North Carolina’s notorious anti-transgender “bathroom bill” sparked boycotts and protest around the country, and helped bring about the downfall of its conservative governor, Pat McCrory. But the “compromise” to overturn HB2, between new Democratic governor Roy Cooper and the Republican legislature, still codifies discrimination against trans people. In addition, organizers in Charlotte are still fighting in the wake of the police killing of Keith Lamont Scott. Ashley Williams is one of those organizers and spoke with me about the Uprising, the aftermath of HB2, their work on reproductive justice, and the role of dancing in the revolution.

When I talk about HB2, I like to remind folks that HB2 started as a retaliation against the Charlotte City Council for including gender and sexual orientation into our non-discrimination ordinance. [A month] later HB2 was introduced and basically voted on. It moved through very quickly. Organizing in Charlotte and in North Carolina, we were all very surprised andconcerned, but also ready to get to work. You saw a lot of direct action and rapid response work, but on the back end, we were trying to be more strategic and implement some political education, too, that looked like moving our community’s consciousness forward around trans identities and the intersections of race, gender, sexuality, class, on a trans person and contextually in North Carolina and the south and south of the Mason-Dixon Line.
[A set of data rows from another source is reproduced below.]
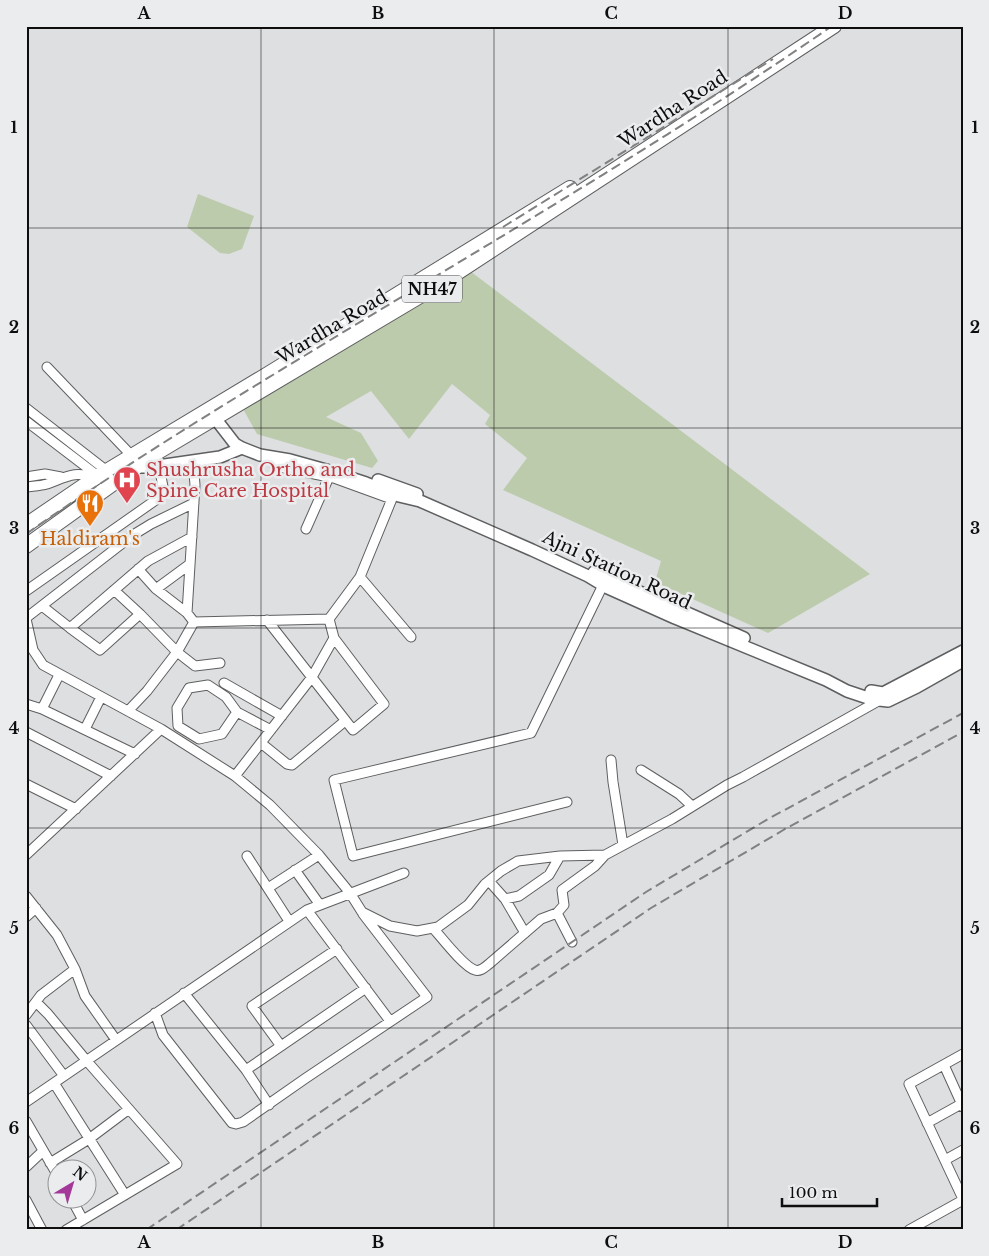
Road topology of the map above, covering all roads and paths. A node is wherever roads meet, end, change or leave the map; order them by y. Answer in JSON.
{"nodes":[{"id":1,"x":823,"y":26,"type":"edge"},
{"id":2,"x":834,"y":26,"type":"edge"},
{"id":3,"x":47,"y":367,"type":"dead end"},
{"id":4,"x":26,"y":408,"type":"edge"},
{"id":5,"x":215,"y":412,"type":"junction"},
{"id":6,"x":26,"y":421,"type":"edge"},
{"id":7,"x":248,"y":450,"type":"junction"},
{"id":8,"x":85,"y":460,"type":"junction"},
{"id":9,"x":193,"y":461,"type":"junction"},
{"id":10,"x":134,"y":462,"type":"junction"},
{"id":11,"x":159,"y":466,"type":"junction"},
{"id":12,"x":275,"y":466,"type":"dead end"},
{"id":13,"x":100,"y":475,"type":"junction"},
{"id":14,"x":26,"y":477,"type":"edge"},
{"id":15,"x":61,"y":477,"type":"junction"},
{"id":16,"x":329,"y":477,"type":"junction"},
{"id":17,"x":26,"y":487,"type":"edge"},
{"id":18,"x":394,"y":493,"type":"junction"},
{"id":19,"x":194,"y":504,"type":"junction"},
{"id":20,"x":26,"y":525,"type":"edge"},
{"id":21,"x":306,"y":529,"type":"dead end"},
{"id":22,"x":192,"y":537,"type":"junction"},
{"id":23,"x":26,"y":546,"type":"edge"},
{"id":24,"x":190,"y":564,"type":"junction"},
{"id":25,"x":138,"y":569,"type":"junction"},
{"id":26,"x":360,"y":576,"type":"junction"},
{"id":27,"x":601,"y":581,"type":"junction"},
{"id":28,"x":156,"y":589,"type":"junction"},
{"id":29,"x":114,"y":590,"type":"junction"},
{"id":30,"x":26,"y":591,"type":"edge"},
{"id":31,"x":42,"y":606,"type":"junction"},
{"id":32,"x":186,"y":613,"type":"junction"},
{"id":33,"x":140,"y":614,"type":"junction"},
{"id":34,"x":26,"y":618,"type":"edge"},
{"id":35,"x":329,"y":619,"type":"junction"},
{"id":36,"x":267,"y":620,"type":"junction"},
{"id":37,"x":194,"y":622,"type":"junction"},
{"id":38,"x":70,"y":628,"type":"junction"},
{"id":39,"x":411,"y":637,"type":"dead end"},
{"id":40,"x":334,"y":638,"type":"junction"},
{"id":41,"x":963,"y":651,"type":"edge"},
{"id":42,"x":177,"y":652,"type":"junction"},
{"id":43,"x":963,"y":661,"type":"edge"},
{"id":44,"x":220,"y":663,"type":"dead end"},
{"id":45,"x":58,"y":675,"type":"junction"},
{"id":46,"x":312,"y":678,"type":"junction"},
{"id":47,"x":224,"y":683,"type":"dead end"},
{"id":48,"x":880,"y":696,"type":"junction"},
{"id":49,"x":101,"y":697,"type":"junction"},
{"id":50,"x":26,"y":704,"type":"edge"},
{"id":51,"x":42,"y":709,"type":"junction"},
{"id":52,"x":128,"y":711,"type":"junction"},
{"id":53,"x":237,"y":712,"type":"junction"},
{"id":54,"x":282,"y":716,"type":"junction"},
{"id":55,"x":345,"y":721,"type":"junction"},
{"id":56,"x":161,"y":729,"type":"junction"},
{"id":57,"x":85,"y":730,"type":"junction"},
{"id":58,"x":185,"y":730,"type":"junction"},
{"id":59,"x":271,"y":730,"type":"junction"},
{"id":60,"x":26,"y":732,"type":"edge"},
{"id":61,"x":180,"y":740,"type":"junction"},
{"id":62,"x":261,"y":743,"type":"junction"},
{"id":63,"x":135,"y":754,"type":"junction"},
{"id":64,"x":611,"y":760,"type":"dead end"},
{"id":65,"x":641,"y":770,"type":"dead end"},
{"id":66,"x":111,"y":776,"type":"junction"},
{"id":67,"x":235,"y":776,"type":"junction"},
{"id":68,"x":27,"y":785,"type":"edge"},
{"id":69,"x":567,"y":802,"type":"dead end"},
{"id":70,"x":692,"y":806,"type":"junction"},
{"id":71,"x":76,"y":809,"type":"junction"},
{"id":72,"x":623,"y":845,"type":"junction"},
{"id":73,"x":26,"y":855,"type":"edge"},
{"id":74,"x":319,"y":855,"type":"junction"},
{"id":75,"x":605,"y":855,"type":"junction"},
{"id":76,"x":247,"y":856,"type":"dead end"},
{"id":77,"x":560,"y":856,"type":"junction"},
{"id":78,"x":295,"y":870,"type":"junction"},
{"id":79,"x":404,"y":873,"type":"dead end"},
{"id":80,"x":489,"y":881,"type":"junction"},
{"id":81,"x":268,"y":888,"type":"junction"},
{"id":82,"x":350,"y":893,"type":"junction"},
{"id":83,"x":26,"y":896,"type":"edge"},
{"id":84,"x":505,"y":899,"type":"junction"},
{"id":85,"x":320,"y":905,"type":"junction"},
{"id":86,"x":36,"y":908,"type":"junction"},
{"id":87,"x":307,"y":910,"type":"junction"},
{"id":88,"x":362,"y":912,"type":"junction"},
{"id":89,"x":557,"y":913,"type":"junction"},
{"id":90,"x":26,"y":917,"type":"edge"},
{"id":91,"x":289,"y":921,"type":"junction"},
{"id":92,"x":433,"y":928,"type":"junction"},
{"id":93,"x":525,"y":932,"type":"junction"},
{"id":94,"x":572,"y":942,"type":"dead end"},
{"id":95,"x":337,"y":949,"type":"junction"},
{"id":96,"x":75,"y":969,"type":"junction"},
{"id":97,"x":366,"y":988,"type":"junction"},
{"id":98,"x":184,"y":993,"type":"junction"},
{"id":99,"x":36,"y":1002,"type":"junction"},
{"id":100,"x":155,"y":1013,"type":"junction"},
{"id":101,"x":26,"y":1015,"type":"edge"},
{"id":102,"x":390,"y":1021,"type":"junction"},
{"id":103,"x":26,"y":1025,"type":"edge"},
{"id":104,"x":116,"y":1040,"type":"junction"},
{"id":105,"x":281,"y":1046,"type":"junction"},
{"id":106,"x":963,"y":1054,"type":"edge"},
{"id":107,"x":86,"y":1060,"type":"junction"},
{"id":108,"x":944,"y":1065,"type":"junction"},
{"id":109,"x":246,"y":1070,"type":"junction"},
{"id":110,"x":64,"y":1076,"type":"junction"},
{"id":111,"x":54,"y":1082,"type":"junction"},
{"id":112,"x":26,"y":1102,"type":"edge"},
{"id":113,"x":269,"y":1105,"type":"junction"},
{"id":114,"x":962,"y":1105,"type":"edge"},
{"id":115,"x":129,"y":1109,"type":"junction"},
{"id":116,"x":26,"y":1121,"type":"edge"},
{"id":117,"x":927,"y":1123,"type":"junction"},
{"id":118,"x":89,"y":1138,"type":"junction"},
{"id":119,"x":963,"y":1150,"type":"edge"},
{"id":120,"x":43,"y":1151,"type":"junction"},
{"id":121,"x":58,"y":1158,"type":"edge"},
{"id":122,"x":48,"y":1160,"type":"edge"},
{"id":123,"x":945,"y":1160,"type":"junction"},
{"id":124,"x":26,"y":1167,"type":"edge"},
{"id":125,"x":125,"y":1195,"type":"junction"},
{"id":126,"x":963,"y":1199,"type":"edge"},
{"id":127,"x":26,"y":1200,"type":"edge"},
{"id":128,"x":76,"y":1208,"type":"edge"},
{"id":129,"x":83,"y":1220,"type":"junction"},
{"id":130,"x":42,"y":1230,"type":"edge"},
{"id":131,"x":66,"y":1230,"type":"edge"},
{"id":132,"x":909,"y":1230,"type":"edge"}],
"edges":[{"from":1,"to":5,"type":"highway","name":"Wardha Road","number":"NH47"},
{"from":2,"to":5,"type":"highway","name":"Wardha Road","number":"NH47"},
{"from":3,"to":10,"type":"street"},
{"from":4,"to":8,"type":"street"},
{"from":5,"to":7,"type":"main road"},
{"from":5,"to":10,"type":"highway","name":"Wardha Road","number":"NH47"},
{"from":6,"to":8,"type":"street"},
{"from":7,"to":9,"type":"main road"},
{"from":7,"to":18,"type":"main road","name":"Ajni Station Road"},
{"from":8,"to":13,"type":"street"},
{"from":9,"to":11,"type":"main road"},
{"from":9,"to":19,"type":"street"},
{"from":10,"to":11,"type":"main road"},
{"from":10,"to":13,"type":"highway","name":"Wardha Road","number":"NH47"},
{"from":10,"to":23,"type":"highway","name":"Wardha Road","number":"NH47"},
{"from":11,"to":30,"type":"street"},
{"from":12,"to":16,"type":"street"},
{"from":13,"to":15,"type":"street"},
{"from":13,"to":20,"type":"highway","name":"Wardha Road","number":"NH47"},
{"from":14,"to":15,"type":"street"},
{"from":15,"to":17,"type":"street"},
{"from":16,"to":18,"type":"street"},
{"from":16,"to":21,"type":"street"},
{"from":18,"to":26,"type":"street"},
{"from":18,"to":27,"type":"main road","name":"Ajni Station Road"},
{"from":19,"to":22,"type":"street"},
{"from":19,"to":31,"type":"street"},
{"from":22,"to":24,"type":"street"},
{"from":22,"to":25,"type":"street"},
{"from":24,"to":28,"type":"street"},
{"from":24,"to":32,"type":"street"},
{"from":25,"to":28,"type":"street"},
{"from":25,"to":29,"type":"street"},
{"from":26,"to":35,"type":"street"},
{"from":26,"to":39,"type":"street"},
{"from":27,"to":48,"type":"main road","name":"Ajni Station Road"},
{"from":27,"to":69,"type":"street"},
{"from":28,"to":32,"type":"street"},
{"from":29,"to":33,"type":"street"},
{"from":29,"to":38,"type":"street"},
{"from":31,"to":34,"type":"street"},
{"from":31,"to":38,"type":"street"},
{"from":32,"to":37,"type":"street"},
{"from":33,"to":38,"type":"street"},
{"from":33,"to":42,"type":"street"},
{"from":34,"to":45,"type":"street"},
{"from":35,"to":36,"type":"street"},
{"from":35,"to":40,"type":"street"},
{"from":36,"to":37,"type":"street"},
{"from":36,"to":46,"type":"street"},
{"from":37,"to":42,"type":"street"},
{"from":40,"to":46,"type":"street"},
{"from":40,"to":55,"type":"street"},
{"from":41,"to":48,"type":"main road"},
{"from":42,"to":44,"type":"street"},
{"from":42,"to":52,"type":"street"},
{"from":43,"to":48,"type":"main road"},
{"from":45,"to":49,"type":"street"},
{"from":45,"to":51,"type":"street"},
{"from":46,"to":54,"type":"street"},
{"from":46,"to":55,"type":"street"},
{"from":47,"to":54,"type":"street"},
{"from":48,"to":70,"type":"street"},
{"from":49,"to":52,"type":"street"},
{"from":49,"to":57,"type":"street"},
{"from":50,"to":51,"type":"street"},
{"from":51,"to":57,"type":"street"},
{"from":52,"to":56,"type":"street"},
{"from":53,"to":58,"type":"street"},
{"from":53,"to":58,"type":"street"},
{"from":53,"to":59,"type":"street"},
{"from":54,"to":59,"type":"street"},
{"from":55,"to":62,"type":"street"},
{"from":56,"to":61,"type":"street"},
{"from":56,"to":63,"type":"street"},
{"from":57,"to":63,"type":"street"},
{"from":58,"to":61,"type":"street"},
{"from":59,"to":62,"type":"street"},
{"from":60,"to":66,"type":"street"},
{"from":61,"to":67,"type":"street"},
{"from":62,"to":67,"type":"street"},
{"from":63,"to":66,"type":"street"},
{"from":64,"to":72,"type":"street"},
{"from":65,"to":70,"type":"street"},
{"from":66,"to":71,"type":"street"},
{"from":67,"to":74,"type":"street"},
{"from":68,"to":71,"type":"street"},
{"from":70,"to":72,"type":"street"},
{"from":71,"to":73,"type":"street"},
{"from":72,"to":75,"type":"street"},
{"from":74,"to":78,"type":"street"},
{"from":74,"to":82,"type":"street"},
{"from":75,"to":77,"type":"street"},
{"from":75,"to":89,"type":"street"},
{"from":76,"to":81,"type":"street"},
{"from":77,"to":80,"type":"street"},
{"from":77,"to":84,"type":"street"},
{"from":78,"to":81,"type":"street"},
{"from":78,"to":85,"type":"street"},
{"from":79,"to":82,"type":"street"},
{"from":80,"to":84,"type":"street"},
{"from":80,"to":92,"type":"street"},
{"from":81,"to":91,"type":"street"},
{"from":82,"to":85,"type":"street"},
{"from":82,"to":88,"type":"street"},
{"from":83,"to":86,"type":"street"},
{"from":84,"to":93,"type":"street"},
{"from":85,"to":87,"type":"street"},
{"from":86,"to":90,"type":"street"},
{"from":86,"to":96,"type":"street"},
{"from":87,"to":91,"type":"street"},
{"from":87,"to":95,"type":"street"},
{"from":88,"to":92,"type":"street"},
{"from":88,"to":102,"type":"street"},
{"from":89,"to":93,"type":"street"},
{"from":89,"to":94,"type":"street"},
{"from":91,"to":98,"type":"street"},
{"from":92,"to":93,"type":"street"},
{"from":95,"to":97,"type":"street"},
{"from":95,"to":105,"type":"street"},
{"from":96,"to":99,"type":"street"},
{"from":96,"to":104,"type":"street"},
{"from":97,"to":102,"type":"street"},
{"from":97,"to":105,"type":"street"},
{"from":98,"to":100,"type":"street"},
{"from":98,"to":109,"type":"street"},
{"from":99,"to":101,"type":"street"},
{"from":99,"to":107,"type":"street"},
{"from":100,"to":104,"type":"street"},
{"from":100,"to":113,"type":"street"},
{"from":102,"to":113,"type":"street"},
{"from":103,"to":110,"type":"street"},
{"from":104,"to":107,"type":"street"},
{"from":105,"to":109,"type":"street"},
{"from":106,"to":108,"type":"street"},
{"from":107,"to":110,"type":"street"},
{"from":107,"to":115,"type":"street"},
{"from":108,"to":114,"type":"street"},
{"from":108,"to":117,"type":"street"},
{"from":109,"to":113,"type":"street"},
{"from":110,"to":111,"type":"street"},
{"from":111,"to":112,"type":"street"},
{"from":111,"to":118,"type":"street"},
{"from":114,"to":117,"type":"street"},
{"from":115,"to":118,"type":"street"},
{"from":115,"to":125,"type":"street"},
{"from":116,"to":120,"type":"street"},
{"from":117,"to":123,"type":"street"},
{"from":118,"to":121,"type":"street"},
{"from":118,"to":125,"type":"street"},
{"from":119,"to":123,"type":"street"},
{"from":120,"to":122,"type":"street"},
{"from":120,"to":124,"type":"street"},
{"from":123,"to":126,"type":"street"},
{"from":125,"to":129,"type":"street"},
{"from":126,"to":132,"type":"street"},
{"from":127,"to":130,"type":"street"},
{"from":128,"to":129,"type":"street"},
{"from":129,"to":131,"type":"street"}]}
I think we did a lot of good and we learned a lot about what doesn’t work in terms of dealing with the right, the GOP, white supremacists, and also liberals. We have still been focusing our work around that. We had an HB2 teach-in or “Where are we now?” about a week before this non-repeal repeal. At that point we knew that trans folks were going to be harmed the most from this bill, as they have been throughout the beginning of even the talks on the non-discrimination ordinance. It was just a matter of time.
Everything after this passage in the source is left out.